→ Task details: Search the data for "leave". Return each matching line.

%%

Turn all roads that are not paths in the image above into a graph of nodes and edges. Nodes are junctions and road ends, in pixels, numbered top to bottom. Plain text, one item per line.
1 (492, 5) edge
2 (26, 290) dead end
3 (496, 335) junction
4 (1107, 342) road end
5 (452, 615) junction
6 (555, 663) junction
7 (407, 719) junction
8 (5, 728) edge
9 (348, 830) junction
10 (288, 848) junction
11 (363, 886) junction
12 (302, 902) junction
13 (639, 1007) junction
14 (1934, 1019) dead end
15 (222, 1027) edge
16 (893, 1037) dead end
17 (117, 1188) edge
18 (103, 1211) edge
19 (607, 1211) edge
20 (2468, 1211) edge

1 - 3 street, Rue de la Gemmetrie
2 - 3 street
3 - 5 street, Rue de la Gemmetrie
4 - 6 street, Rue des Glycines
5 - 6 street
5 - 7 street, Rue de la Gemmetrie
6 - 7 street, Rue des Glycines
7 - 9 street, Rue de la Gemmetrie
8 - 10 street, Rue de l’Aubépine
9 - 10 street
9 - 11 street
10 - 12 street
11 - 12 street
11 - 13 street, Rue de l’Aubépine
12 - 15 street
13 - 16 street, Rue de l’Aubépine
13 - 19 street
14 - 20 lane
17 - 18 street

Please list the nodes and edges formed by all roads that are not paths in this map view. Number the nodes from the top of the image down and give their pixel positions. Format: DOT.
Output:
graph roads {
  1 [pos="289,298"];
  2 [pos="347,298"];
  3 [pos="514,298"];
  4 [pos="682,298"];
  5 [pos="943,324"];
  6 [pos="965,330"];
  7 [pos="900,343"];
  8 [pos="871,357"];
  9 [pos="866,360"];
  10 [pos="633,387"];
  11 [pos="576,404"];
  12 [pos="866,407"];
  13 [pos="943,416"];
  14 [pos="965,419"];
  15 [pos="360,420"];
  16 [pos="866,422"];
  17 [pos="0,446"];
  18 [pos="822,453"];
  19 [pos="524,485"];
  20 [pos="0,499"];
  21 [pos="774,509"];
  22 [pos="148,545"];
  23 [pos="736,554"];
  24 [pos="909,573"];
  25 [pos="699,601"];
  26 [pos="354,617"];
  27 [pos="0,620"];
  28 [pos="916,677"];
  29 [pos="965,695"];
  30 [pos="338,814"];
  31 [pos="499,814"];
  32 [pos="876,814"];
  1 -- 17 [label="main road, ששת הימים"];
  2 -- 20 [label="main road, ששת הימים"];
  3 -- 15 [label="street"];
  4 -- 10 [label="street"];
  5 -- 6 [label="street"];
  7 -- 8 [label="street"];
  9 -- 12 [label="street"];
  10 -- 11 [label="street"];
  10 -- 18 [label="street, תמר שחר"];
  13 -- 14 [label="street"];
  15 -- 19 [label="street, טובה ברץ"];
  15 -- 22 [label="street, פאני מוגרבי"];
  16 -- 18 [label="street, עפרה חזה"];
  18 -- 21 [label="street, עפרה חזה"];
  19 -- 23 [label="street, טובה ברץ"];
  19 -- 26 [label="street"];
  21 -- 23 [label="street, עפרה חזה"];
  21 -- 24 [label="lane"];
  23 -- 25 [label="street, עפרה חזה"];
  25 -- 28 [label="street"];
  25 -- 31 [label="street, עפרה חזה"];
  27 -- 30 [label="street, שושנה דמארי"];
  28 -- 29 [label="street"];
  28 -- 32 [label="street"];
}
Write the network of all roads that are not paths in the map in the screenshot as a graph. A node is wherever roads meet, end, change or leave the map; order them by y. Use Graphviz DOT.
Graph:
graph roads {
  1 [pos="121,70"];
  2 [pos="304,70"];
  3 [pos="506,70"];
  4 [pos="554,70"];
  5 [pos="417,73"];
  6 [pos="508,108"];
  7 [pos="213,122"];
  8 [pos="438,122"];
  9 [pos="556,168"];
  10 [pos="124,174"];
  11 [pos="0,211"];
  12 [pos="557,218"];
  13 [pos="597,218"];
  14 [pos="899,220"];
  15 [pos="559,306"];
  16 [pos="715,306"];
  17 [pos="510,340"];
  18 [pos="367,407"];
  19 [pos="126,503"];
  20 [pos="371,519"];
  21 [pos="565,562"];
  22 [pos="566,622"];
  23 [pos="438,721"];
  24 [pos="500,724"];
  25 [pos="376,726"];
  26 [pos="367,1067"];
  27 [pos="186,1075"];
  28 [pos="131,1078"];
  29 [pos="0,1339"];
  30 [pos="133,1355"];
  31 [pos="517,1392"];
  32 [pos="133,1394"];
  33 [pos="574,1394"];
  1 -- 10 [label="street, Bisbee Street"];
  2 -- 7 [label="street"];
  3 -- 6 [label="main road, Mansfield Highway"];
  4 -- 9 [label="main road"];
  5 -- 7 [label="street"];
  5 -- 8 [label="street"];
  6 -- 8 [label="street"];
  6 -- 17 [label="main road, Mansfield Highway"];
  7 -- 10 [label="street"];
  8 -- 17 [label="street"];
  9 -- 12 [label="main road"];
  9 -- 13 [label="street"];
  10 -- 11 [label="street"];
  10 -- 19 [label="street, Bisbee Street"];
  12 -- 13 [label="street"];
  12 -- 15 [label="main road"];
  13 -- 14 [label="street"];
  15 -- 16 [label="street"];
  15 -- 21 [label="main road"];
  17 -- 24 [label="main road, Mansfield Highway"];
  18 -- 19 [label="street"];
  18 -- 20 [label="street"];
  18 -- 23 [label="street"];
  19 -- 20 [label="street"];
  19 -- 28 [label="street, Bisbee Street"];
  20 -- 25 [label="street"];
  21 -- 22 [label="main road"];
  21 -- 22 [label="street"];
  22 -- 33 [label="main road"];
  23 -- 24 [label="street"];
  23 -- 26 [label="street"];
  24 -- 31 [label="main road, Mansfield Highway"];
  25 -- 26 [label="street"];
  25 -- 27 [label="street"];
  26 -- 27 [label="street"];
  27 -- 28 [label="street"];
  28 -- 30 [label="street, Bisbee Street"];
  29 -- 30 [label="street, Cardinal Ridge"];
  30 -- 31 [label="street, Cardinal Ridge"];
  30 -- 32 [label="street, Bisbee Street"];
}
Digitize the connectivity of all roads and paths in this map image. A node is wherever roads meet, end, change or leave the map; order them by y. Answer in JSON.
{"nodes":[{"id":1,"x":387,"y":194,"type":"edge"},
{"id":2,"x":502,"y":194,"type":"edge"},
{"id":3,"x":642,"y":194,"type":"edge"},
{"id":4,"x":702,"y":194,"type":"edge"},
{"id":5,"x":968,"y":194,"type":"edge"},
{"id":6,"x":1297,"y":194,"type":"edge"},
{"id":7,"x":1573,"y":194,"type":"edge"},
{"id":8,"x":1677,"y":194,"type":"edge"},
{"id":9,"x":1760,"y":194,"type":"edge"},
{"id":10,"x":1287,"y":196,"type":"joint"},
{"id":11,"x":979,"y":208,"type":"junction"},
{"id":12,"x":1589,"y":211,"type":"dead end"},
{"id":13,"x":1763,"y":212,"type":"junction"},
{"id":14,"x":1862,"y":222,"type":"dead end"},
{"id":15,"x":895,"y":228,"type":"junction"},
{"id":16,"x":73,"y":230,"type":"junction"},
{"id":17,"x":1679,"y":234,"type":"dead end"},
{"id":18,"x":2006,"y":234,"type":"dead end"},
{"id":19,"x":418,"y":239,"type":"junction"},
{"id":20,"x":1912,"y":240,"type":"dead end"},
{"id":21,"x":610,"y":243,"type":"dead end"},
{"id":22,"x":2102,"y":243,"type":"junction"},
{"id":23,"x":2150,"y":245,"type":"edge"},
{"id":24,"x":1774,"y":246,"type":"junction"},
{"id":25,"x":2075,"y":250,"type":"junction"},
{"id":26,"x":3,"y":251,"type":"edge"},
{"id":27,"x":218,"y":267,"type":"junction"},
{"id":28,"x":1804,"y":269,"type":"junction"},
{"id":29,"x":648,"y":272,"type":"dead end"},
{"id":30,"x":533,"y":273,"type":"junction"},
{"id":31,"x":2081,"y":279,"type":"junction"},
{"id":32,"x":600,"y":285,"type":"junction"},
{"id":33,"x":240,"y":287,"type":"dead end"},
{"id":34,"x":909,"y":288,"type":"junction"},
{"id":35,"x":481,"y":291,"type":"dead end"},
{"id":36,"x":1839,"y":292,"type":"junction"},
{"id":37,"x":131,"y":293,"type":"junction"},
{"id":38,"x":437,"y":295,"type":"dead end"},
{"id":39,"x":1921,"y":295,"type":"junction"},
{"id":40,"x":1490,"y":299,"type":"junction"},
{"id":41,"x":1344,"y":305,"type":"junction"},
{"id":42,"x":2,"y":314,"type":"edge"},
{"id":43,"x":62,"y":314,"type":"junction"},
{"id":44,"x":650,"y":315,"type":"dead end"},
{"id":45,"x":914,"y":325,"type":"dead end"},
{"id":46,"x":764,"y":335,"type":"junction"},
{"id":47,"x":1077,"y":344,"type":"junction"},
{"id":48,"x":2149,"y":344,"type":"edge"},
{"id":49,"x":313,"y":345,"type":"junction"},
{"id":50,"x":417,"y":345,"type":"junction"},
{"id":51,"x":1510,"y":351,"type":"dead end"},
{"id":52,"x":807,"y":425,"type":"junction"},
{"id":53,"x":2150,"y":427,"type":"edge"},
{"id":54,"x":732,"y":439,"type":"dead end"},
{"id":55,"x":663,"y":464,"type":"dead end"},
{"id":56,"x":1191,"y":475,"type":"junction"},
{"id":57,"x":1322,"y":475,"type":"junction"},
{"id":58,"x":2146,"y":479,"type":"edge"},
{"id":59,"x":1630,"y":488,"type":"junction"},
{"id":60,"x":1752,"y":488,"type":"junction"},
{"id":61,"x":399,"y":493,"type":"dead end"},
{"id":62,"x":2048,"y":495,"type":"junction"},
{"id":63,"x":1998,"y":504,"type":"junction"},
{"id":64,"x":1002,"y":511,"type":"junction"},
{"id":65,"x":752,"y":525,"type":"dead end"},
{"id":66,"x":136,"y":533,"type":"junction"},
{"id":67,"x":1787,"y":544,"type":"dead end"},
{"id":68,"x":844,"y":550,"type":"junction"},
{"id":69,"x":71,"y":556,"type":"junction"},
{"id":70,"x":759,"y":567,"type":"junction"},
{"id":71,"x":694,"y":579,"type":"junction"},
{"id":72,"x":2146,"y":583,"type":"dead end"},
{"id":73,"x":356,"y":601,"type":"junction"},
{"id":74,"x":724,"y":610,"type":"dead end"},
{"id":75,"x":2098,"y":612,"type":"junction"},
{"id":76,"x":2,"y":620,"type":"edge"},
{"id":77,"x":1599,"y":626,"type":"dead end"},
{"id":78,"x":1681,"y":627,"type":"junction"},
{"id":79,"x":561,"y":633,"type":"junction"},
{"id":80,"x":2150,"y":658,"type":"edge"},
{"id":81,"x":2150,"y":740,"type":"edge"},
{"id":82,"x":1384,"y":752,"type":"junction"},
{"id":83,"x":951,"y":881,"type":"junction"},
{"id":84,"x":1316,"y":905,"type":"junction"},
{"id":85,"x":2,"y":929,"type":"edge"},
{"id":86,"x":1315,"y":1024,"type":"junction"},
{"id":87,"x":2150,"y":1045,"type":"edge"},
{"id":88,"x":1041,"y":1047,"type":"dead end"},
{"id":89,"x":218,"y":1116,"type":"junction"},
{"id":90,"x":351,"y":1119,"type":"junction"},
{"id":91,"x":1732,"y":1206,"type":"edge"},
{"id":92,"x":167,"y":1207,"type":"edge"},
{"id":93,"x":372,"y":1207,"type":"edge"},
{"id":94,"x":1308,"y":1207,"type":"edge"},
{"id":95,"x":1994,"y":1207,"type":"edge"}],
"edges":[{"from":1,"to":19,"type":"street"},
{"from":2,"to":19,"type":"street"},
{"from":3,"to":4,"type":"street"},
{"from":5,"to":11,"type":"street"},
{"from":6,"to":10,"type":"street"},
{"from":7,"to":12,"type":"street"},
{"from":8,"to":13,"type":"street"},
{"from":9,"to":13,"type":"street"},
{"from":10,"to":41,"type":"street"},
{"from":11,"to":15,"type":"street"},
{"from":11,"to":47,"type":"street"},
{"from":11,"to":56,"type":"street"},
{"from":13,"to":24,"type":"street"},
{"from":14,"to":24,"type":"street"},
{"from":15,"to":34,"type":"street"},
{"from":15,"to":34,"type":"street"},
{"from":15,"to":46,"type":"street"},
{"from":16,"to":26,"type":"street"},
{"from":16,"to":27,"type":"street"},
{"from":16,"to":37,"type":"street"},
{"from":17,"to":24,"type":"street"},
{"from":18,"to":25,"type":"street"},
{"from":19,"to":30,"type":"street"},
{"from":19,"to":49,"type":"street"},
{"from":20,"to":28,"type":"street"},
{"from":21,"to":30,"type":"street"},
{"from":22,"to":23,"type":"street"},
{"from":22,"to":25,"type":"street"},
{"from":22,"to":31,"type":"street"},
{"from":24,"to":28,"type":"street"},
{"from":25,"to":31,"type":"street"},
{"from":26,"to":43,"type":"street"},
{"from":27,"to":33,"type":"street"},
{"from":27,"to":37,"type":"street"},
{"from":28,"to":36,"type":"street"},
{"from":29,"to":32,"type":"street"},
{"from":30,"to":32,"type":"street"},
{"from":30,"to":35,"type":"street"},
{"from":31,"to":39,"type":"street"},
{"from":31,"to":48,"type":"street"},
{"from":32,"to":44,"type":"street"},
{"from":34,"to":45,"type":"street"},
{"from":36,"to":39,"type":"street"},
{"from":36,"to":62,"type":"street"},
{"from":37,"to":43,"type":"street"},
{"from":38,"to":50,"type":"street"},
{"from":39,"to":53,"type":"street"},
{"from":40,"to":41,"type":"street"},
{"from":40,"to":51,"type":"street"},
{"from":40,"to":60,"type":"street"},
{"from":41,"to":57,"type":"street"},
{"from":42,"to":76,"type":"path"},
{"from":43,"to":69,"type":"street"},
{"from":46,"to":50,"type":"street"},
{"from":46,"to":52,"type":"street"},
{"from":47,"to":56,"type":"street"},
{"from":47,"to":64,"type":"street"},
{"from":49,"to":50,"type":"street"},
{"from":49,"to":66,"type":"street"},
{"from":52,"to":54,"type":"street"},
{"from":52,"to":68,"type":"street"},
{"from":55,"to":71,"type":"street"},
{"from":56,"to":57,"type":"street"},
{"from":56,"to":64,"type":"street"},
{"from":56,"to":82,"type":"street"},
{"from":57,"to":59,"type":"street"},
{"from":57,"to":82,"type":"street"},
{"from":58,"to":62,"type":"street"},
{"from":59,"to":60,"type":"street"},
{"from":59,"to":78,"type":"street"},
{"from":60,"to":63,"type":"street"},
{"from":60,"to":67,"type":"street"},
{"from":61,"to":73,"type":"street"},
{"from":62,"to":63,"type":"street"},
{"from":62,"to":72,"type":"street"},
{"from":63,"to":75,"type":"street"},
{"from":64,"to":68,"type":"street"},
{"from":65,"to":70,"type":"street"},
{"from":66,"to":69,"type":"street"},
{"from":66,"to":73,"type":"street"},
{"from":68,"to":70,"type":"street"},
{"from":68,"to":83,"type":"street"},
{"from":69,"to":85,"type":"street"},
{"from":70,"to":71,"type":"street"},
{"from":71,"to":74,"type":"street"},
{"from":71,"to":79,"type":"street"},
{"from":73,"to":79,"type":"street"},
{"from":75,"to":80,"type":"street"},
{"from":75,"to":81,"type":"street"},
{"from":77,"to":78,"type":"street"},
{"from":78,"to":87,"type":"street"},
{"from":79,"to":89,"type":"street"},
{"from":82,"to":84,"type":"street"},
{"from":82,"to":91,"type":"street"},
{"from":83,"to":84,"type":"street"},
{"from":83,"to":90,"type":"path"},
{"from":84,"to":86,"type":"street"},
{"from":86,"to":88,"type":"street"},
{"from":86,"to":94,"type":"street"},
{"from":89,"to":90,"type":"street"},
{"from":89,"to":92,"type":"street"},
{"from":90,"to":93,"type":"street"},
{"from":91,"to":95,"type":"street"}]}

%%

→ Task response:
Write the network of all roads that are not paths in the map in the screenshot as a graph. A node is wherever roads meet, end, change or leave the map; order them by y. Use Graphviz DOT.
Digitize the connectivity of all roads and paths in this map image. A node is wherever roads meet, end, change or leave the map; order them by y. Answer in JSON.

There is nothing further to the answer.